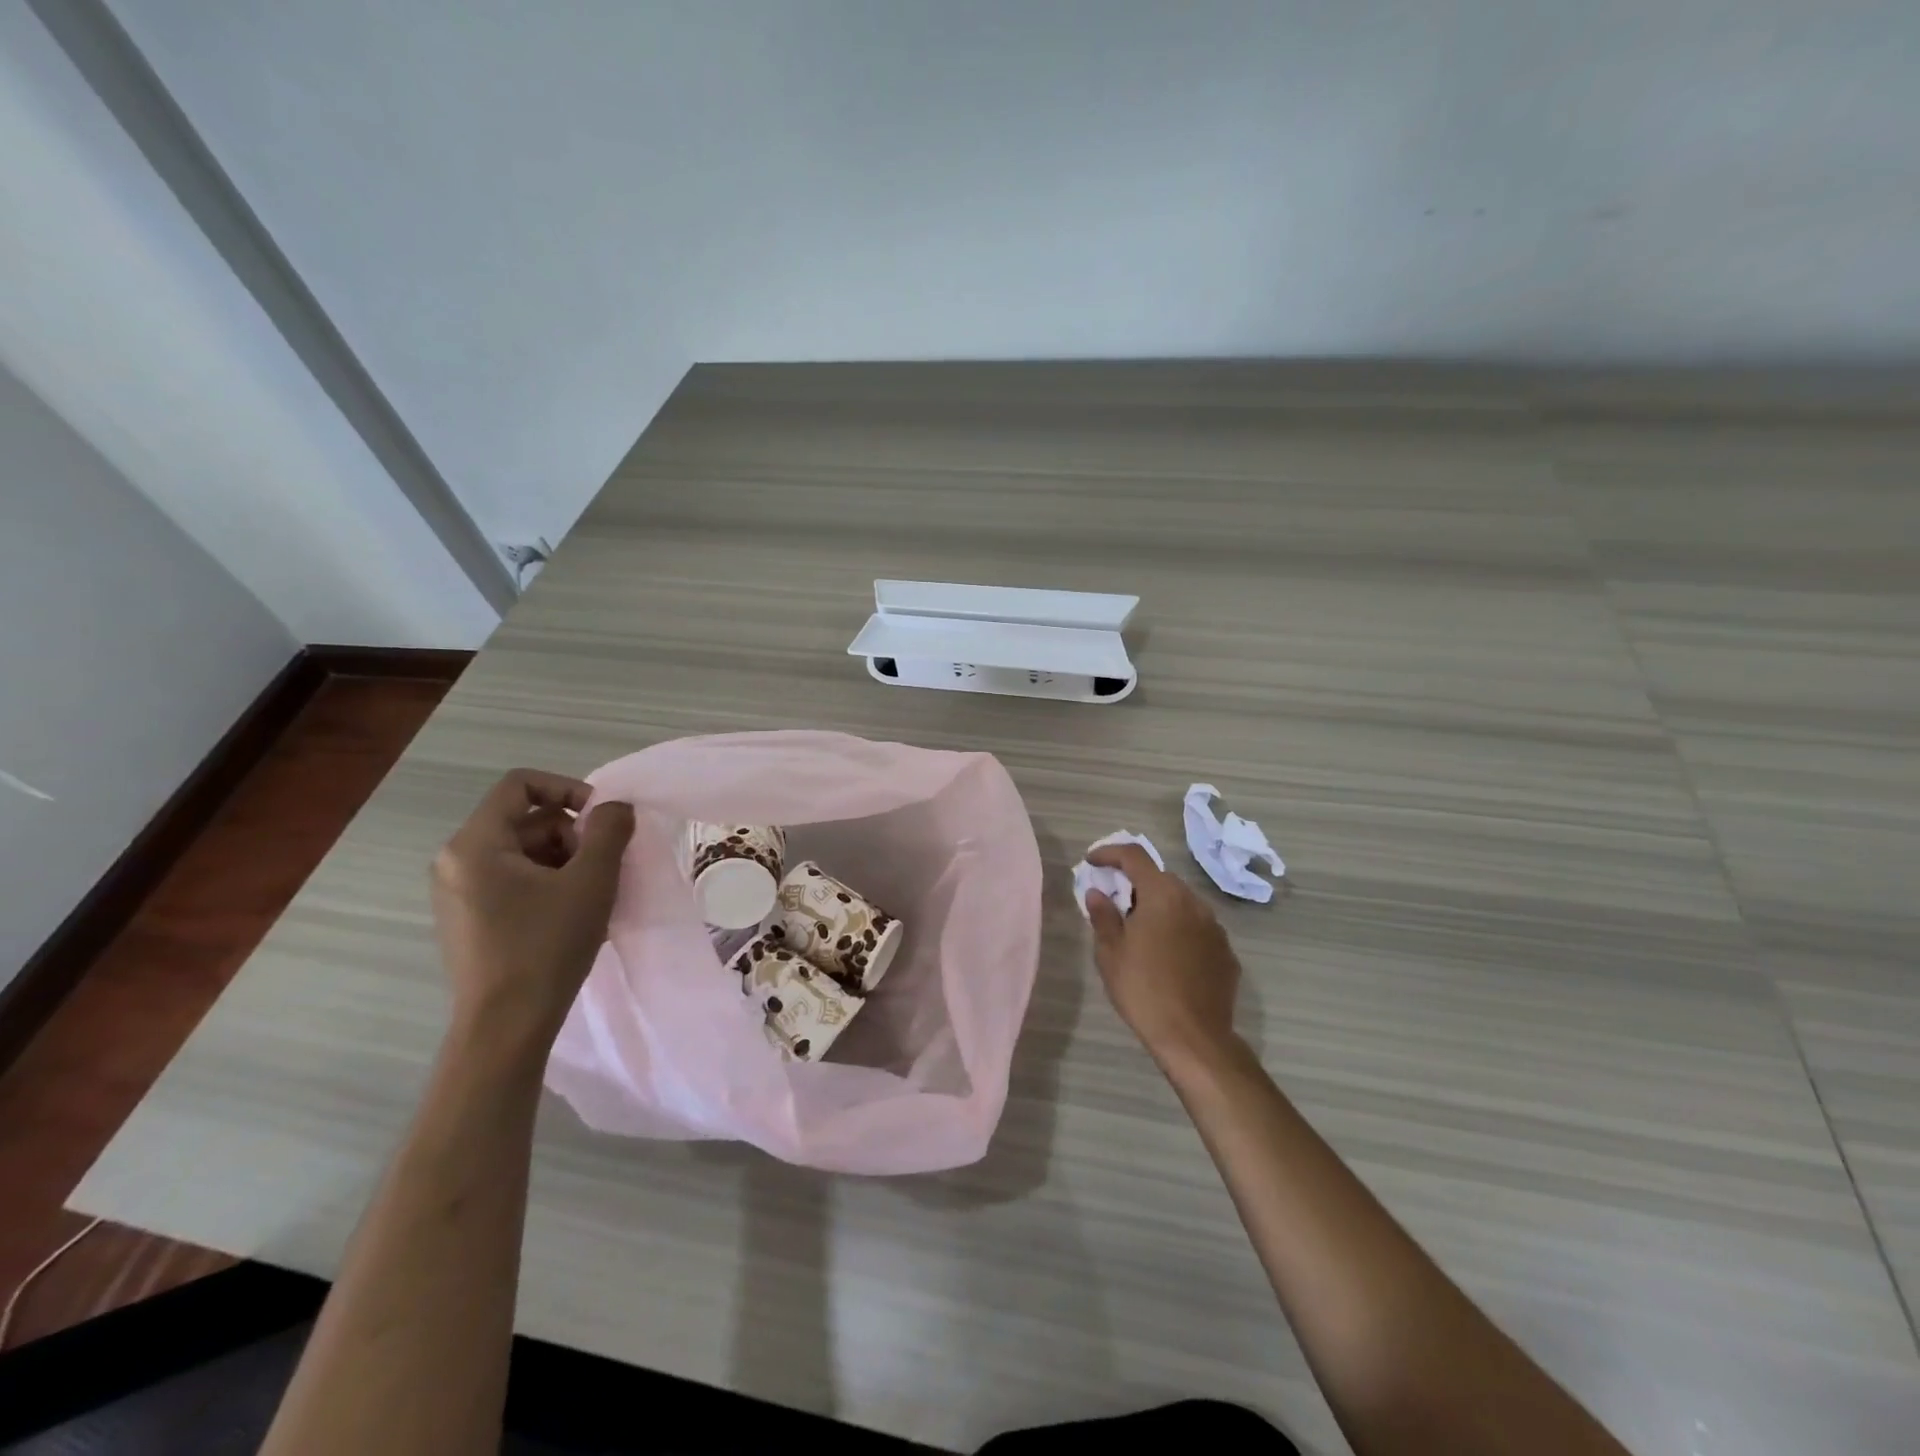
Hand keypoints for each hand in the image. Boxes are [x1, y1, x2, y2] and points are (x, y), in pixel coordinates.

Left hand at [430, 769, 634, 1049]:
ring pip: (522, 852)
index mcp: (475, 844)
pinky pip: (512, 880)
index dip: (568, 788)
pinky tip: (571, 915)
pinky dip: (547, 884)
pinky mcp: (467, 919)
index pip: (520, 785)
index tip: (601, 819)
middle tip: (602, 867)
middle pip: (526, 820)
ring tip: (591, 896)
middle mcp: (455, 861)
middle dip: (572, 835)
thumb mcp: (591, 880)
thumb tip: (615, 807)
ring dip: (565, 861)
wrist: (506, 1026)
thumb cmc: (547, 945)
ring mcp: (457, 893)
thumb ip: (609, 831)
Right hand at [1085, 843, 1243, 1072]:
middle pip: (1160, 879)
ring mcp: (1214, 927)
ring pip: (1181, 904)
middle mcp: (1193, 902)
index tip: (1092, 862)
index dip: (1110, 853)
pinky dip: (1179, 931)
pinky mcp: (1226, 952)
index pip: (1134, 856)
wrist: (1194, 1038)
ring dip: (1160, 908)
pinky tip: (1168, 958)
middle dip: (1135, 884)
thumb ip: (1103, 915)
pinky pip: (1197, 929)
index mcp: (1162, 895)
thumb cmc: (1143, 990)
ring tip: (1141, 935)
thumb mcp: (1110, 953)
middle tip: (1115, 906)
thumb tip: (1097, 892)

--

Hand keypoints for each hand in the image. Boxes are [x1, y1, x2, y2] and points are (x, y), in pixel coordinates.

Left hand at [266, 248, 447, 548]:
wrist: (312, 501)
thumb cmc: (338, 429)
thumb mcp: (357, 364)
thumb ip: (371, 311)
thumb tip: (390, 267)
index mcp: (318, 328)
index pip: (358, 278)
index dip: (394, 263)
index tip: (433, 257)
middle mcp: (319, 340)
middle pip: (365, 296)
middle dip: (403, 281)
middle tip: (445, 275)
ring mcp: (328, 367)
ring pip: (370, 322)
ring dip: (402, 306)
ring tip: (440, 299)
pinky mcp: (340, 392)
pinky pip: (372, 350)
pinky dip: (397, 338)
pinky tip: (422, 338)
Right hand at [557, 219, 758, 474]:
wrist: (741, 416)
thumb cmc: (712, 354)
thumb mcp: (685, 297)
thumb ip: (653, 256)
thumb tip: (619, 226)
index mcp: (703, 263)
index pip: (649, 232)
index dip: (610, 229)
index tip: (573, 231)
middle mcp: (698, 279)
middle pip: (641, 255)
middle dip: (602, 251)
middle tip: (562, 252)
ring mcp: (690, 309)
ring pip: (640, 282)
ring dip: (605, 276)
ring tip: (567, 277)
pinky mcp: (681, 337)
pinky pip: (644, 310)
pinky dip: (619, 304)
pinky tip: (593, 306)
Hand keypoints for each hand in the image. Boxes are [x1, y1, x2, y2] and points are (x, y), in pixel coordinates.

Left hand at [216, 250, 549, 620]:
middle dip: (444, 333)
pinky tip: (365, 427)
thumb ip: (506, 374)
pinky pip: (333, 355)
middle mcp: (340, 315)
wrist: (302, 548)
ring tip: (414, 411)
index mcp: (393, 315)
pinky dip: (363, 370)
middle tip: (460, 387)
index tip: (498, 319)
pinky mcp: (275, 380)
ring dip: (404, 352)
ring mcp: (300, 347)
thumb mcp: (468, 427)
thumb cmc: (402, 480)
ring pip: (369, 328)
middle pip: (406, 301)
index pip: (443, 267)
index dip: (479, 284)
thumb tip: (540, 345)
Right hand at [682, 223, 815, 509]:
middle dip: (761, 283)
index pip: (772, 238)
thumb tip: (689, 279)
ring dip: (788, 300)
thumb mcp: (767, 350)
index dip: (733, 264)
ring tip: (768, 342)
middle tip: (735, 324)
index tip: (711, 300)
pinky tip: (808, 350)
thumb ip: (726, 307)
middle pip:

--

Task details: Looking at the records above, return exactly the lines from the line with "ring pip: (1181, 904)" to the line with "ring tip: (1141, 935)", both ends included.

Output below:
ring pip: (1181, 904)
middle mcp: (1193, 902)
index tip: (1092, 862)
index dip: (1110, 853)
pinky dip: (1179, 931)
pinky mcp: (1226, 952)
index pip: (1134, 856)
wrist: (1194, 1038)
ring dip: (1160, 908)
pinky tip: (1168, 958)
middle dip: (1135, 884)
thumb ip: (1103, 915)
pinky pip: (1197, 929)
index mcp: (1162, 895)
thumb cmc: (1143, 990)
ring tip: (1141, 935)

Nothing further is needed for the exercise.